# Mass using triple integrals

1. Mar 18, 2012

### 1MileCrash

1. The problem statement, all variables and given/known data

Find the mass m of the pyramid with base in the plane z = 9 and sides formed by the three planes y = 0 and y - x = 5 and 6x + y + z = 28, if the density of the solid is given by δ(x,y,z) = y.

2. Relevant equations

3. The attempt at a solution

This problem is driving me insane. It takes me about 45 minutes of algebra to evaluate this incorrectly set up integral..

I integrated y in the order dz dy dx, limits, respectively:

9 to 28-6x-y
0 to 5+x
0 to 2

Is that correct? I don't really know how to get the limits for x.. this is so hard to picture in my mind!

To get 2, I solved the system 6x + y + z = 28 with z = 9 and y = 5 + x, and for 0, I just guessed.

2. Mar 18, 2012

### OldEngr63

May I suggest that you draw a sketch and get a clear grip on the limits before you try to evaluate anything.

3. Mar 18, 2012

### 1MileCrash

Well, that's what I'm trying to do..

4. Mar 18, 2012

### 1MileCrash

I drew it again, the only thing different is that my order is dzdxdy.

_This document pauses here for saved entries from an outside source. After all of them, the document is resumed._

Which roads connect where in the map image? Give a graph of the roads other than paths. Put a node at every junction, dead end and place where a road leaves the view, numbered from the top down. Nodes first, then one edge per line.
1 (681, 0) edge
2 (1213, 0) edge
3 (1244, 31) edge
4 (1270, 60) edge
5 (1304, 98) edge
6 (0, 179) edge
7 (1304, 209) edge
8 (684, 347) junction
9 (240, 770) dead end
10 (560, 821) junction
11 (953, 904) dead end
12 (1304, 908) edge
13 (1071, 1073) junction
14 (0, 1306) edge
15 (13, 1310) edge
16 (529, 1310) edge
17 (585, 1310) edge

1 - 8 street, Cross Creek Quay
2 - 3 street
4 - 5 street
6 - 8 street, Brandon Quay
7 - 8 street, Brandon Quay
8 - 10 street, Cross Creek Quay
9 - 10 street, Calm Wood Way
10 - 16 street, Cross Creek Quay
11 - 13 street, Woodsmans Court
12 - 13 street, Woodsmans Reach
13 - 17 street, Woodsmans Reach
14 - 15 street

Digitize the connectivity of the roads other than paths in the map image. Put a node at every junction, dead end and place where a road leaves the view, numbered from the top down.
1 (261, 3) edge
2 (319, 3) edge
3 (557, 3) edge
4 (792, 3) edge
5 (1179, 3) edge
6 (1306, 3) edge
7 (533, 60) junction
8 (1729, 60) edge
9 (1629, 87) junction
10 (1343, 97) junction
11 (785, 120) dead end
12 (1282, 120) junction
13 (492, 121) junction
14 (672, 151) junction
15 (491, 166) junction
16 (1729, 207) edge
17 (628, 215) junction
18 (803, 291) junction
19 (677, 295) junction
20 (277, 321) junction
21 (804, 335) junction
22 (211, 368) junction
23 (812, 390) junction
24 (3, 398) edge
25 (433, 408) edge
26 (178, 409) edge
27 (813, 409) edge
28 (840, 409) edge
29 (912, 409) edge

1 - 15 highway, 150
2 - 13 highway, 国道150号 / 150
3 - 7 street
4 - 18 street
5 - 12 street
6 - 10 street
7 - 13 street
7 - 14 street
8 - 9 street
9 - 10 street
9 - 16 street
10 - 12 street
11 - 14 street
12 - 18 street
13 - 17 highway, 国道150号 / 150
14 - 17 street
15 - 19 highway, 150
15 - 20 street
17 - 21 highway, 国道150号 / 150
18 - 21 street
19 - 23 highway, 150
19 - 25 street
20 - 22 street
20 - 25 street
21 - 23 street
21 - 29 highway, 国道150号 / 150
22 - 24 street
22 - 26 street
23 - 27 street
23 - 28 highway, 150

I don't understand how to picture these things, it's very difficult.. I just drew an xy plane noting that z = 9 for the base, and looked at that. What would you do?

5. Mar 18, 2012

### 1MileCrash

I think this is far beyond me.

6. Mar 18, 2012

### 1MileCrash

Nevermind, found a good explanation online of something called the "shadow method."

7. Mar 18, 2012

### LCKurtz

Have you figured out it gets tricky if you use any order of integration other than dzdxdy?